ET is known to be an exotoxin produced by S. aureus, and ETA was produced by the strain involved in our cases [7]. Although anti-ETA antibodies are known to neutralize the effects of ETA [4], there have been few quantitative studies, and the relationship between the onset of SSSS and the prevalence of anti-ET antibodies is unknown. This is the first report of the measurement of antibodies against ETA in preterm infants. In the current study, we referred to previous studies [13] and developed a specific ELISA to determine the distribution of anti-ETA antibodies.

Case 1–3 did not have anti-ETA antibody levels above the cutoff value prior to their infection; only in case 4 was the anti-ETA antibody level above the cutoff value (Fig. 2a). This might explain the onset of SSSS in cases 1–3 and the asymptomatic status of case 4. However, the severity of the disease varied among the symptomatic patients. The dermal symptoms were considerably milder in case 3 than in cases 1 and 2. Other factors, such as immunological immaturity and renal clearance of ET, may explain the disease severity differences.

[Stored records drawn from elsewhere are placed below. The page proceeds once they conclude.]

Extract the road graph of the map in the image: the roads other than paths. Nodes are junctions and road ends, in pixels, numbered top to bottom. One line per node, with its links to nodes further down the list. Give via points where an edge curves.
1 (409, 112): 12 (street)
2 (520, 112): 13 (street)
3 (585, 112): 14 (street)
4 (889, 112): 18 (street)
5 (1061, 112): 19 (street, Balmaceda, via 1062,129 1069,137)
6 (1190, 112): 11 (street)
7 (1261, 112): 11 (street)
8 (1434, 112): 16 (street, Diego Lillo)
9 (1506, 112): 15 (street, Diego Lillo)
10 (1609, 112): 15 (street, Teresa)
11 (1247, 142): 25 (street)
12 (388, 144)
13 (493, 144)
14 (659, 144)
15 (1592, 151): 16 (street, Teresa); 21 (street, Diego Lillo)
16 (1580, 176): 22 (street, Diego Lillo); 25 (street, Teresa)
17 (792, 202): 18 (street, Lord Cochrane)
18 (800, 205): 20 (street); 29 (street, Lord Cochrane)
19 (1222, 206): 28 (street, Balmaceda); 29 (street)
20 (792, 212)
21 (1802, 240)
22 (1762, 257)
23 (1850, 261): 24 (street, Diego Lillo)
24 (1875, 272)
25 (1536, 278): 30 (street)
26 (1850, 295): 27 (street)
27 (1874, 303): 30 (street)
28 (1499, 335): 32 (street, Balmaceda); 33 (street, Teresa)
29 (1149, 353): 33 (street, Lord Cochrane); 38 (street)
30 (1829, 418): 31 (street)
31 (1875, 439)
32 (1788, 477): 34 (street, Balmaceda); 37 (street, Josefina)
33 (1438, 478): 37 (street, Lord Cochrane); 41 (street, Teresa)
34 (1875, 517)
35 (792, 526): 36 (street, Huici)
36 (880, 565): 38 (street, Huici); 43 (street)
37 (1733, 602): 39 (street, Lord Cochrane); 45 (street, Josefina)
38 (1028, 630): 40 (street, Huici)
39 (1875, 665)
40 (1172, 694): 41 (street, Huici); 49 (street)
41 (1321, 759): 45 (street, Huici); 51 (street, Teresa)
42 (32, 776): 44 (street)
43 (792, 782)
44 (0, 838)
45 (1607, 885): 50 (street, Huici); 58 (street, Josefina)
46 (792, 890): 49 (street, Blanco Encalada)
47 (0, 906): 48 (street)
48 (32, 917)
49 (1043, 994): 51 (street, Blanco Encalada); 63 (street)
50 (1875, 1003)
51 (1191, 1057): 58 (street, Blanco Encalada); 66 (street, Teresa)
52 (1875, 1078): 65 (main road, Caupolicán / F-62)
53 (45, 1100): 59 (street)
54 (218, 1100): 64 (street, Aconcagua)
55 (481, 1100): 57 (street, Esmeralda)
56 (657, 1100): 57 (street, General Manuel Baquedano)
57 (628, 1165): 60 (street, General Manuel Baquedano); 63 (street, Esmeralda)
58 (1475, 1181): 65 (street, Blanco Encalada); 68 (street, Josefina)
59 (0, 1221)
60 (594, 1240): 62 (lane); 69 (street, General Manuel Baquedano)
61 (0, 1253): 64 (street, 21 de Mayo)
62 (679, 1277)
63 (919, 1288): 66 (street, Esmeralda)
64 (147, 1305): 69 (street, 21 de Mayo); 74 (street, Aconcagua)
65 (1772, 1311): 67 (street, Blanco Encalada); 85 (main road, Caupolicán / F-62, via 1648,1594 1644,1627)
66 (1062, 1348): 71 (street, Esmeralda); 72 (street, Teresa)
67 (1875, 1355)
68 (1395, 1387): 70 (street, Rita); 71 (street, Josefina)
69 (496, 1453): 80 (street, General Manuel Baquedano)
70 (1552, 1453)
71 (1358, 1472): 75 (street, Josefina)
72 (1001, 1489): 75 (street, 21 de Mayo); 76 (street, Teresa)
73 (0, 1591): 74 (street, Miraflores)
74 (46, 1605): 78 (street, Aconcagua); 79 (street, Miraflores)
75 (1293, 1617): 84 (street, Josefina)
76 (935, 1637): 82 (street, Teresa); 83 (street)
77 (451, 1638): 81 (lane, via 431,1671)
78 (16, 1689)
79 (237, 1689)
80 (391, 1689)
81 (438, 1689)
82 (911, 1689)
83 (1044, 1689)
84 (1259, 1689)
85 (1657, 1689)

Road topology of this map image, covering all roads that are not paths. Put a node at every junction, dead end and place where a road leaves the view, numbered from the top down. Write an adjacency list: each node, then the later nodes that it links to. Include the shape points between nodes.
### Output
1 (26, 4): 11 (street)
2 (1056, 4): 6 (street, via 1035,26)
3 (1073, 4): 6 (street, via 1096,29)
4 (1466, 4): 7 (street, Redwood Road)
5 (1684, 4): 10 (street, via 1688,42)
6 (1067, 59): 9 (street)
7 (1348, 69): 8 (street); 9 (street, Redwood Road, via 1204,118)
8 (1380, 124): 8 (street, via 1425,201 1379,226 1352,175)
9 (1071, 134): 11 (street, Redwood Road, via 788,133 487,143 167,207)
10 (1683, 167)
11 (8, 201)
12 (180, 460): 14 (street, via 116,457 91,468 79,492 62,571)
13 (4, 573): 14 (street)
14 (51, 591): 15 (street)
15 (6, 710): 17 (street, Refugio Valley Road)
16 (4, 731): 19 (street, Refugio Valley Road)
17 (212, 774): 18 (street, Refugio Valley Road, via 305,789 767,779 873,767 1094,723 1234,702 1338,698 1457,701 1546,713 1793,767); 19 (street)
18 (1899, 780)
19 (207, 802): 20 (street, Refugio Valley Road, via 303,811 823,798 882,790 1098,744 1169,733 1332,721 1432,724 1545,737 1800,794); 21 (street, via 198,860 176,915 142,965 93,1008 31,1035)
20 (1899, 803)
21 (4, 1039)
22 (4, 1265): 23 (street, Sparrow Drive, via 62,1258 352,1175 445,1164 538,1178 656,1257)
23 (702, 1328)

SSSS and BI have been reported predominantly among infants and children under 5 years of age because individuals in this age group often lack specific anti-ETA and anti-ETB antibodies [2]. The likelihood of SSSS generally increases among children beginning at the age of 1 year, peaks at approximately 2–3 years, and declines to its lowest level among children aged 14–15 years. Maternal anti-ETA antibodies are thought to be passed to newborn babies; Melish et al. reported that approximately 88 % of newborns have anti-ETA antibodies in their umbilical blood [9]. This result was equivalent to the 90 % of term infants who demonstrated high levels of anti-ETA antibodies in our study (Fig. 2c). However, plasma IgG levels correlate with GA and, thus, anti-ETA antibody levels could be low in preterm or LBW infants [1]. In this study, the prevalence of anti-ETA antibody levels above the cutoff level in preterm infants with a GA <30 weeks was significantly lower than that in term infants. The development of SSSS in preterm infants is, therefore, postulated to be due to the low levels of antibodies against the toxins [11]. However, as previously mentioned, there are many other reasons that may explain why case 4 did not develop SSSS despite a positive staphylococcal culture. These include a more potent natural antibacterial immunity in term infants as well as the presence of various kinds of anti-staphylococcal antibodies, except for those specific for ETA [3]. Thus, explaining the onset of SSSS, based only on anti-ETA antibody levels, may be difficult.

SSSS in neonates is typically mild and generally treated with antibiotics [7, 10]. However, because of antimicrobial resistance in clinical strains of S. aureus, antibiotics are not always effective and a few fatal cases, including ones requiring plasmapheresis have been reported [5, 12]. SSSS symptoms are mainly caused by ETA or ETB, and antibodies against these toxins have been demonstrated to neutralize their effects [4]. Thus, the administration of IVIg as a treatment modality has also been reported [10, 6]. Commercial immunoglobulin is concentrated and refined from the sera of 10,000–20,000 individuals and contains high levels of anti-ETA antibodies [13]. We confirmed a great deal of anti-ETA antibody was present in the immunoglobulin in this study (data not shown), supporting the use of IVIg as an option for the effective treatment of SSSS.

Conclusion

Anti-ETA antibody levels were significantly lower among patients demonstrating SSSS and also among preterm infants compared with healthy, full-term infants. The presence of low levels of anti-ETA antibodies might be associated with the onset of SSSS.